We describe a case of bronchoesophageal fistula secondary to boncholithiasis not detected by swallow study prior to broncholith removal.
This 43 year old advertising consultant, with a history of hypertension and tobacco addiction, presented with one year of intermittent cough. The patient had approximately eight ounces of greenish sputum production per day with paroxysms of coughing and rare hemoptysis worst upon awakening and upon drinking. His social history was remarkable for living in Minnesota and working with manure during past summer jobs. Initial work-up included spirometry and chest radiography were normal. Empiric therapeutic interventions including successful smoking cessation, a course of antibiotics, bronchodilators, corticosteroids, and acid suppression did not alter his symptoms. A high resolution CT of the chest demonstrated small calcified mediastinal lymph nodes suggestive of remote granulomatous disease. The patients symptoms persisted and a barium esophagram showed a focal outpouching of the left lateral mid-esophageal wall with a tethered appearance adjacent to a one centimeter calcified lymph node without evidence of barium extravasation. Rigid bronchoscopy confirmed the presence of bronchioliths, and three were removed from the left main bronchus (Figure). The patient developed worsened cough after drinking. Repeat barium esophagram showed barium extending from the apex of the previously-seen diverticula into the left lower lobe bronchus. The patient underwent thoracotomy and broncheosphageal repair with symptomatic resolution and return to usual activities within 2 months.

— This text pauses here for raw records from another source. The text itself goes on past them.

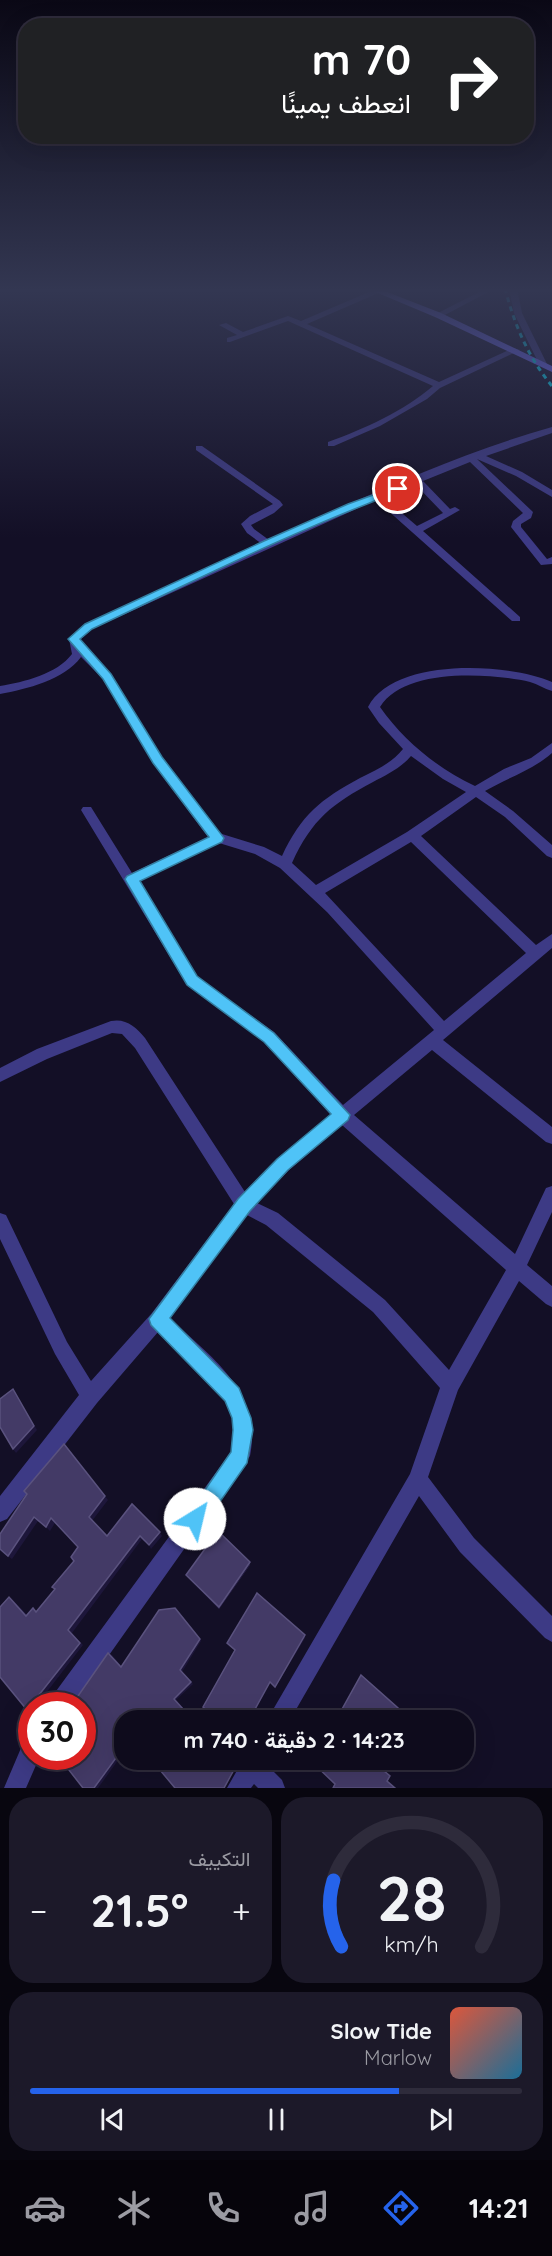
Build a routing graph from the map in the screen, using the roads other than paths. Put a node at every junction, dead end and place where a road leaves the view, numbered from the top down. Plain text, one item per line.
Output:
1 (406, 371) edge
2 (470, 371) edge
3 (438, 386) junction
4 (552, 430) edge
5 (331, 444) dead end
6 (199, 448) dead end
7 (475, 457) junction
8 (418, 481) junction
9 (552, 494) edge
10 (377, 496) junction
11 (416, 531) junction
12 (267, 543) junction
13 (552, 561) edge
14 (516, 619) dead end
15 (76, 645) junction
16 (552, 687) edge
17 (0, 690) edge
18 (552, 747) edge
19 (411, 748) junction
20 (476, 791) junction
21 (87, 810) dead end
22 (412, 835) junction
23 (218, 838) junction
24 (552, 853) edge
25 (285, 864) junction
26 (131, 879) junction
27 (316, 892) junction
28 (552, 940) edge
29 (536, 954) junction
30 (443, 1029) junction
31 (431, 1040) junction
32 (0, 1075) edge
33 (342, 1115) junction
34 (552, 1137) edge
35 (552, 1194) edge
36 (244, 1205) junction
37 (0, 1221) edge
38 (517, 1268) junction
39 (552, 1298) edge
40 (158, 1319) junction
41 (450, 1386) junction
42 (90, 1396) junction
43 (418, 1479) junction
44 (0, 1512) edge
45 (552, 1631) edge
46 (69, 1692) edge
47 (284, 1710) edge
48 (23, 1770) edge
49 (250, 1770) edge
50 (260, 1770) edge
51 (15, 1788) edge
52 (238, 1788) edge
53 (274, 1788) edge

1 - 3 street
2 - 3 street
3 - 5 street
4 - 7 street
6 - 12 street
7 - 8 street
7 - 9 street
7 - 13 street
8 - 10 street
8 - 11 street
10 - 11 street
10 - 12 street
11 - 14 street
12 - 15 street
15 - 17 street
15 - 23 street
16 - 19 street
18 - 20 street
19 - 20 street
19 - 25 street
20 - 22 street
20 - 24 street
21 - 26 street
22 - 27 street
22 - 29 street
23 - 25 street
23 - 26 street
25 - 27 street
26 - 33 street
27 - 30 street
28 - 29 street
29 - 30 street
30 - 31 street
31 - 33 street
31 - 34 street
32 - 36 street
33 - 36 street
33 - 38 street
35 - 38 street
36 - 40 street
36 - 41 street
37 - 42 street
38 - 39 street
38 - 41 street
40 - 42 street
40 - 46 street
41 - 43 street
42 - 44 street
43 - 45 street
43 - 47 street
48 - 51 street
49 - 52 street
50 - 53 street

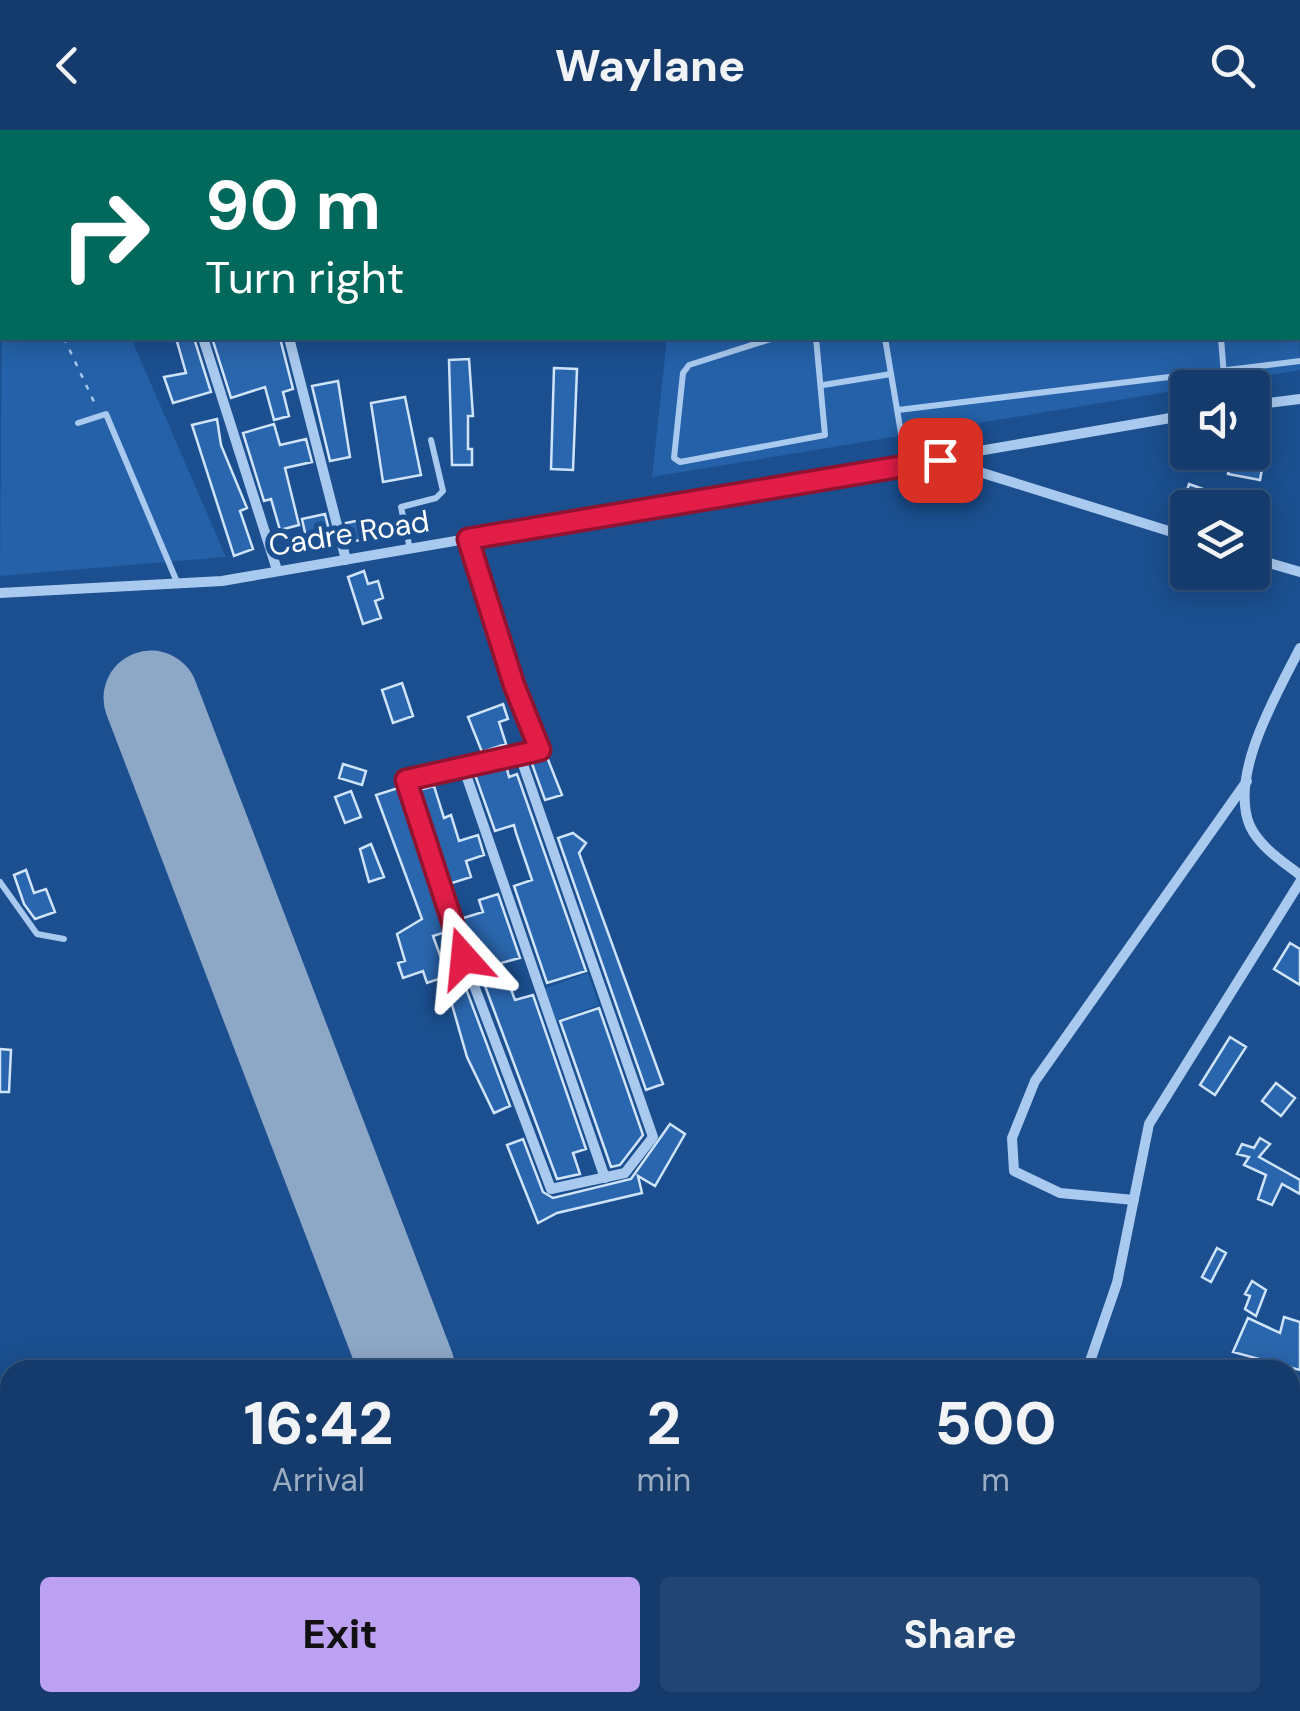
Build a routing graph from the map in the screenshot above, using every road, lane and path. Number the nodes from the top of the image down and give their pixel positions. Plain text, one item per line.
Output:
1 (65, 340) edge
2 (205, 340) edge
3 (290, 340) edge
4 (768, 340) edge
5 (816, 340) edge
6 (885, 340) edge
7 (1221, 340) edge
8 (1300, 361) edge
9 (1224, 367) junction
10 (1224, 370) edge
11 (891, 374) junction
12 (823, 385) junction
13 (1300, 399) edge
14 (1270, 403) edge
15 (898, 410) junction
16 (101, 416) junction
17 (1170, 419) edge
18 (78, 423) dead end
19 (431, 440) dead end
20 (940, 460) junction
21 (906, 464) junction
22 (1170, 532) edge
23 (468, 539) junction
24 (410, 550) junction
25 (346, 560) junction
26 (1270, 563) edge
27 (277, 570) junction
28 (1300, 572) edge
29 (178, 584) junction
30 (0, 592) edge
31 (1300, 648) edge
32 (519, 754) junction
33 (462, 766) junction
34 (1246, 782) junction
35 (1300, 878) edge
36 (0, 882) edge
37 (64, 939) dead end
38 (605, 1178) junction
39 (1134, 1200) junction
40 (1090, 1360) edge

1 - 16 path
2 - 27 street
3 - 25 street
4 - 12 lane
5 - 12 lane
6 - 11 lane
7 - 9 lane
8 - 9 lane
9 - 10 lane
9 - 15 lane
11 - 12 lane
11 - 15 lane
13 - 14 street
15 - 21 lane
16 - 18 lane
16 - 29 lane
17 - 20 street, Cadre Road
19 - 24 lane
20 - 21 street, Cadre Road
20 - 22 street
21 - 23 street, Cadre Road
23 - 24 street, Cadre Road
23 - 32 street
24 - 25 street, Cadre Road
25 - 27 street, Cadre Road
26 - 28 street
27 - 29 street, Cadre Road
29 - 30 street, Cadre Road
31 - 34 street
32 - 33 street
32 - 38 street
33 - 38 street
33 - 38 street
34 - 35 street
34 - 39 street
35 - 39 street
36 - 37 lane
39 - 40 street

We report a case of acquired bronchoesophageal fistula secondary to broncholithiasis. Such fistula is more commonly caused by infection, tumor, or trauma. Broncholithiasis is a rare disorder and usually the consequence of infection with tuberculosis, histoplasmosis, coccidiodides, actinomycosis or sarcoidosis with rare reports of silicosis as a cause[1,2]. We did not find any evidence of infection by tissue pathology or fungal serum titers and stains. However our patient came from Minnesota, a histoplasma-predominated area, and calcified mediastinal lymphadenopathy on CT is highly suggestive of and consistent with histoplasmosis infection. The most common symptoms of broncholithiasis are nonproductive cough often associated with hemoptysis. Fever or purulent sputum suggestive of respiratory infection is present 11-61% of the time[2,3]. Broncholithasis arises most commonly from the erosion and extrusion of calcified material from bronchopulmonary lymph nodes. In this case, a large lymph node was found between the esophagus and bronchus which eroded into the esophagus and caused the bonchoesophageal fistula. Importantly, the diagnosis of bronchioesophageal fistula is sometimes overlooked when the broncholith occupies the space between the bronchus and esophagus as occurred in our patient yielding the initial unremarkable gastrografin swallow study as described above. Bronchoscopy for broncholith extraction has been characterized as safe and effective for the removal of broncholiths, and the diagnosis of bronchoesophageal fistula was made only after bronchoscopic removal of the broncholith in this case.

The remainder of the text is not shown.